В городе пустили кукушку, будто у Ивана Алексеевича есть секретные ленты и ими он потихоньку разжигает в своей «Модерне» любителей женского пола и потом устраивает им свидания в своих банях с отдельными номерами. Оттого, говорили в городе, и дела его так хорошо идут: с одной стороны – священная миква; с другой – парижские секретные ленты; с третьей – русские бани, и все это связано в один узелок «для развращения местного населения». Каждому в городе всегда завидны yспехи соседа, каждый хотел бы химиком быть, но не каждый способен на это и потому всегда выдумывает какую-нибудь причинку: без причинки, говорят, не съешь ветчинки. Так и про Ивана Алексеевича пустили эту кукушку по городу. Прилетела кукушка к губернаторше и возмутила высокую даму; кстати, вспомнила, что это Иван Алексеевич распустил слух, будто она деньги, собранные с белого цветка, истратила на свои бархатные юбки.
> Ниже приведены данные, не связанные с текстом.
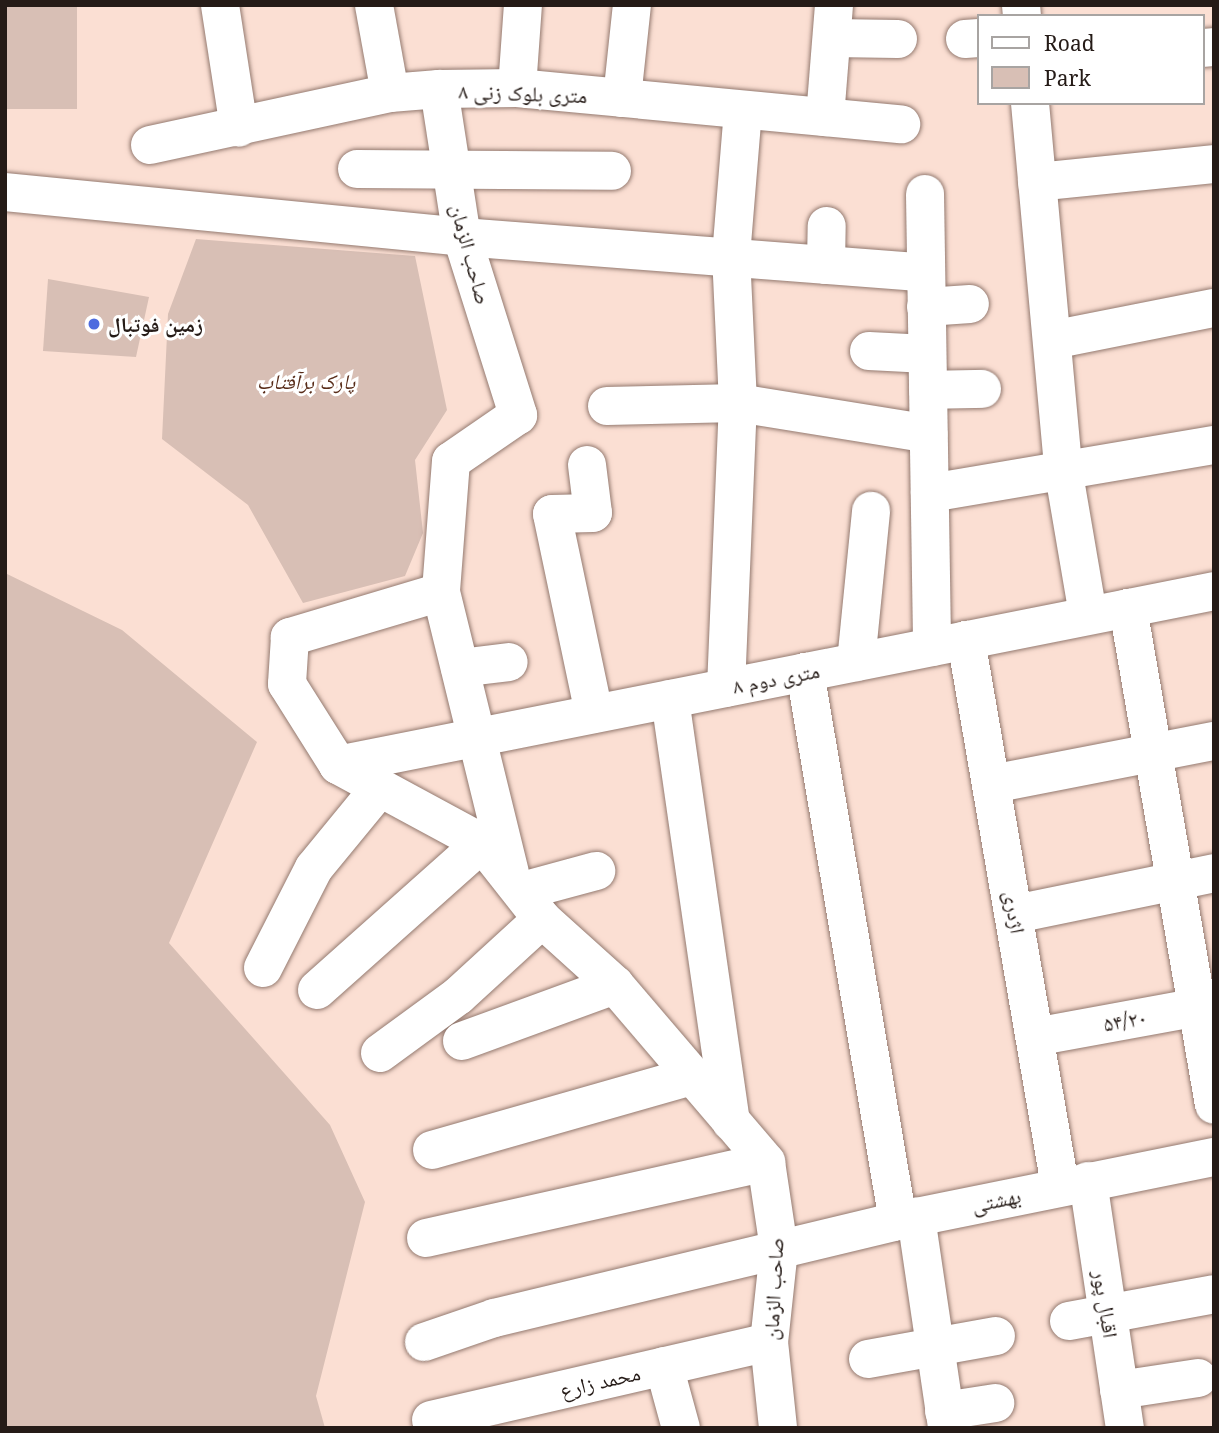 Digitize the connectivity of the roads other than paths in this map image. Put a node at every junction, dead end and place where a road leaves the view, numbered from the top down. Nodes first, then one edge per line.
1 (220, 5) edge
2 (374, 5) edge
3 (523, 5) edge
4 (632, 5) edge
5 (833, 22) edge
6 (898, 38) dead end
7 (517, 88) junction
8 (439, 89) junction
9 (390, 93) junction
10 (622, 98) junction
11 (1030, 105) edge
12 (743, 110) junction
13 (825, 117) junction
14 (901, 124) dead end
15 (239, 128) junction
16 (150, 145) dead end
17 (1214, 164) edge
18 (450, 165) junction
19 (357, 169) dead end
20 (612, 170) dead end
21 (1037, 182) junction
22 (5, 192) edge
23 (925, 194) dead end
24 (827, 226) dead end
25 (462, 237) junction
26 (732, 256) junction
27 (826, 265) junction
28 (926, 290) junction
29 (970, 304) dead end
30 (1214, 308) edge
31 (1052, 340) junction
32 (869, 351) dead end
33 (927, 372) junction
34 (982, 389) dead end
35 (738, 403) junction
36 (607, 407) dead end
37 (929, 434) junction
38 (1214, 445) edge
39 (587, 465) dead end
40 (1064, 474) junction
41 (929, 493) junction
42 (871, 511) dead end
43 (1214, 590) edge
44 (441, 592) junction
45 (1128, 608) junction
46 (1088, 615) junction
47 (949, 643) junction
48 (509, 662) dead end
49 (856, 662) junction
50 (460, 668) junction
51 (805, 672) junction
52 (726, 688) junction
53 (670, 699) junction
54 (594, 714) junction
55 (477, 737) junction
56 (1214, 741) edge
57 (1153, 754) junction
58 (338, 765) junction
59 (992, 784) junction
60 (379, 789) junction
61 (482, 843) junction
62 (596, 871) dead end
63 (1214, 873) edge
64 (1175, 880) junction
65 (525, 895) junction
66 (1016, 914) junction
67 (263, 968) dead end
68 (615, 985) junction
69 (317, 990) dead end
70 (1205, 1005) edge
71 (1035, 1037) junction
72 (462, 1041) dead end
73 (380, 1053) dead end
74 (692, 1076) junction
75 (1214, 1105) edge
76 (731, 1122) junction
77 (432, 1150) dead end
78 (1214, 1157) edge
79 (766, 1162) junction
80 (1074, 1183) junction
81 (907, 1219) junction
82 (426, 1238) dead end
83 (779, 1249) junction
84 (1214, 1294) edge
85 (1108, 1316) junction
86 (1069, 1321) dead end
87 (996, 1336) dead end
88 (425, 1342) dead end
89 (769, 1342) junction
90 (935, 1349) junction
91 (868, 1360) dead end
92 (664, 1366) junction
93 (1198, 1378) dead end
94 (1119, 1390) junction
95 (995, 1403) dead end
96 (946, 1419) edge
97 (431, 1420) dead end
98 (681, 1428) edge
99 (778, 1428) edge
100 (1125, 1428) edge

1 - 15 street
2 - 9 street
3 - 7 street
4 - 10 street
5 - 6 street
5 - 13 street
7 - 8 street, ۸ متری بلوک زنی
7 - 10 street, ۸ متری بلوک زنی
8 - 9 street, ۸ متری بلوک زنی
8 - 18 street, صاحب الزمان
9 - 15 street, ۸ متری بلوک زنی
10 - 12 street, ۸ متری بلوک زنی
11 - 21 street
12 - 13 street, ۸ متری بلوک زنی
12 - 26 street
13 - 14 street, ۸ متری بلوک زنی
15 - 16 street, ۸ متری بلوک زنی
17 - 21 street
18 - 19 street
18 - 20 street
18 - 25 street, صاحب الزمان
21 - 31 street
22 - 25 street
23 - 28 street, اژدری
24 - 27 street
25 - 26 street
25 - 44 street, صاحب الزمان
26 - 27 street
26 - 35 street
27 - 28 street
28 - 29 street
28 - 33 street, اژدری
30 - 31 street
31 - 40 street
32 - 33 street
33 - 34 street
33 - 37 street, اژدری
35 - 36 street
35 - 37 street
35 - 52 street
37 - 41 street, اژدری
38 - 40 street
39 - 54 street
40 - 41 street
40 - 46 street
41 - 47 street, اژدری
42 - 49 street
43 - 45 street, ۸ متری دوم
44 - 50 street
44 - 58 street
45 - 46 street, ۸ متری دوم
45 - 57 street
46 - 47 street, ۸ متری دوم
47 - 49 street, ۸ متری دوم
47 - 59 street, اژدری
48 - 50 street
49 - 51 street, ۸ متری دوم
50 - 55 street
51 - 52 street, ۸ متری دوم
51 - 81 street
52 - 53 street, ۸ متری دوم
53 - 54 street, ۸ متری دوم
53 - 76 street
54 - 55 street, ۸ متری دوم
55 - 58 street, ۸ متری دوم
55 - 65 street
56 - 57 street
57 - 59 street
57 - 64 street
58 - 60 street
59 - 66 street, اژدری
60 - 61 street
60 - 67 street
61 - 65 street
61 - 69 street
62 - 65 street
63 - 64 street
64 - 66 street
64 - 70 street
65 - 68 street
65 - 73 street
66 - 71 street, اژدری
68 - 72 street
68 - 74 street
70 - 71 street, ۵۴/۲۰
70 - 75 street
71 - 80 street, اژدری
74 - 76 street
74 - 77 street
76 - 79 street
78 - 80 street, بهشتی
79 - 82 street
79 - 83 street, صاحب الزمان
80 - 81 street, بهشتی
80 - 85 street, اقبال پور
81 - 83 street, بهشتی
81 - 90 street
83 - 88 street, بهشتی
83 - 89 street, صاحب الزمان
84 - 85 street
85 - 86 street
85 - 94 street, اقبال پور
87 - 90 street
89 - 92 street, محمد زارع
89 - 99 street, صاحب الزمان
90 - 91 street
90 - 96 street
92 - 97 street, محمد زارع
92 - 98 street
93 - 94 street
94 - 100 street, اقبال پور
95 - 96 street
Haпрасно теперь Иван Алексеевич предлагал свои услуги в деле распространения славянских флагов, напрасно обещал от себя крупное пожертвование: губернаторша была неумолима и убедила начальника края закрыть кинематограф или же перенести в ту часть города, где помещаются исключительно только дома свиданий и ни один порядочный человек там не бывает. Случилось как раз в это время, что и евреи, выстроив наконец собственное здание для священной миквы, отказались платить Ивану Алексеевичу ренту за бани. Все это вместе было так неожиданно для Ивана Алексеевича, что и его «химия» не помогла: разорился в неделю.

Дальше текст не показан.